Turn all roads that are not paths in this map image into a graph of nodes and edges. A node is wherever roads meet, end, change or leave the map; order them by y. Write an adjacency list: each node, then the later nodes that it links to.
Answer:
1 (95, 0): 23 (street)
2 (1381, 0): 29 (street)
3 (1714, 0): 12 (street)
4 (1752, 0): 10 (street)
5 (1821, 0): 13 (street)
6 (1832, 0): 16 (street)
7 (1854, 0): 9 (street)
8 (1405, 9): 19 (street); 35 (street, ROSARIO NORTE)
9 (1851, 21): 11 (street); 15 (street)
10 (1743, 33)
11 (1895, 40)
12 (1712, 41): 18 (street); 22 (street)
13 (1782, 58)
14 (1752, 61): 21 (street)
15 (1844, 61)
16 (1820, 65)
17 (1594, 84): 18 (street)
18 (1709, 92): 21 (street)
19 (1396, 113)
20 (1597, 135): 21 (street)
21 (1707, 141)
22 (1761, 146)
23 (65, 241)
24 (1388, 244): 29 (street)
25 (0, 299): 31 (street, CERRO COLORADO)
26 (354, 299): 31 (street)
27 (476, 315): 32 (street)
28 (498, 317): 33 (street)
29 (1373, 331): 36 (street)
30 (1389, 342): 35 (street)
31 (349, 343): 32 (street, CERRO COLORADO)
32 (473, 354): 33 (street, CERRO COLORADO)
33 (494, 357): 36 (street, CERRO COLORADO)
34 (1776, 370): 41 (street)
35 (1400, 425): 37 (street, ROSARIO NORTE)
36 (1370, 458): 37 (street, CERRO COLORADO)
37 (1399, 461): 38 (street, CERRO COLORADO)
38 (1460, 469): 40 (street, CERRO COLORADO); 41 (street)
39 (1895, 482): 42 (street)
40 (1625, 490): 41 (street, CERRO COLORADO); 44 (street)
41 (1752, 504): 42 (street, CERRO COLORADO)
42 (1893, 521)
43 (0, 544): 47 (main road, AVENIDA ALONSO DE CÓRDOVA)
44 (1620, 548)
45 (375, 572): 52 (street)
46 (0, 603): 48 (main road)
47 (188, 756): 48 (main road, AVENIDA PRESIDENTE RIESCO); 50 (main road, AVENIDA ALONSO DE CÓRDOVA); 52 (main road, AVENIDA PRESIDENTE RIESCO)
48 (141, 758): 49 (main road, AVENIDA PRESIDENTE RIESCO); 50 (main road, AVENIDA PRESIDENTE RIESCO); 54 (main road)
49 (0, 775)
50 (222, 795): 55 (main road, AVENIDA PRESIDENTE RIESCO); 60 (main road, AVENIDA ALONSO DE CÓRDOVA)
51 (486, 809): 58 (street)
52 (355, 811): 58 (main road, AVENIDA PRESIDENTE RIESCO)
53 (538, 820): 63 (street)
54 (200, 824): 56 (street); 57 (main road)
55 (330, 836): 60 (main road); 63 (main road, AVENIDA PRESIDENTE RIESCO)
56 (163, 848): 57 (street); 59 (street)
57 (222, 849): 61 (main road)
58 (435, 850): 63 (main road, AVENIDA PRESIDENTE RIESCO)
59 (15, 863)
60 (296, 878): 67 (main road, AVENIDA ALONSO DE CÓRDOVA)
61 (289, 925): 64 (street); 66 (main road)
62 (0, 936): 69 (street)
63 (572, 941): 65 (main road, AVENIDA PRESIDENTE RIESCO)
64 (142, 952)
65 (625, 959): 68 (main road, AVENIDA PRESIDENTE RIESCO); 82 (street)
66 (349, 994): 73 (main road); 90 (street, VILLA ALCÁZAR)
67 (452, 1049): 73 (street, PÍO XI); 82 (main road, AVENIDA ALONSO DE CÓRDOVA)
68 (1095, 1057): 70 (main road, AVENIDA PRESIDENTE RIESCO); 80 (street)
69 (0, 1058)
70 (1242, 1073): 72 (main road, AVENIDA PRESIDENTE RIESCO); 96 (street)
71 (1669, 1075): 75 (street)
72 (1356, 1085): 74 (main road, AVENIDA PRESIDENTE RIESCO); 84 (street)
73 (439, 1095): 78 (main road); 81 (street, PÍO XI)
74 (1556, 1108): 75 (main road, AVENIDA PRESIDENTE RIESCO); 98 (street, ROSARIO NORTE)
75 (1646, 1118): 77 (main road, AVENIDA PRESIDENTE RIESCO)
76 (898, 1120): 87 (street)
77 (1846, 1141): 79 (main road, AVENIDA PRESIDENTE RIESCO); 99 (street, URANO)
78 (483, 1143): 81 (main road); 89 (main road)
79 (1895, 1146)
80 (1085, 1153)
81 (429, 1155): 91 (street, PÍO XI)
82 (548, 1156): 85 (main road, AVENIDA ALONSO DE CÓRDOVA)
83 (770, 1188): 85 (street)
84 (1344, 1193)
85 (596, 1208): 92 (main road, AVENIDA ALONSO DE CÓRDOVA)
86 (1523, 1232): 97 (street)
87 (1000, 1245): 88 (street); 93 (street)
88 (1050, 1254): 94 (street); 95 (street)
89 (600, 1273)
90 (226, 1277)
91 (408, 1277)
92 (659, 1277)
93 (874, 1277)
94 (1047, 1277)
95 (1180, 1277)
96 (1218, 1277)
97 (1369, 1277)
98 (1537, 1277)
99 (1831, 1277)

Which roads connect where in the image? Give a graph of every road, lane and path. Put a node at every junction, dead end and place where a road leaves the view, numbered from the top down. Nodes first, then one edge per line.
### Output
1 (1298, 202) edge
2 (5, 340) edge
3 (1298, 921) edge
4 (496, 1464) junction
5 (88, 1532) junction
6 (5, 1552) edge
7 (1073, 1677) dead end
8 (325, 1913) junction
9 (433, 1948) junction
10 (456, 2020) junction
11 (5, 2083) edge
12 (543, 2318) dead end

- **Work request**:
Within the material above, tally each line that contains "roads" and respond with the tally only.

- **Your solution**:
2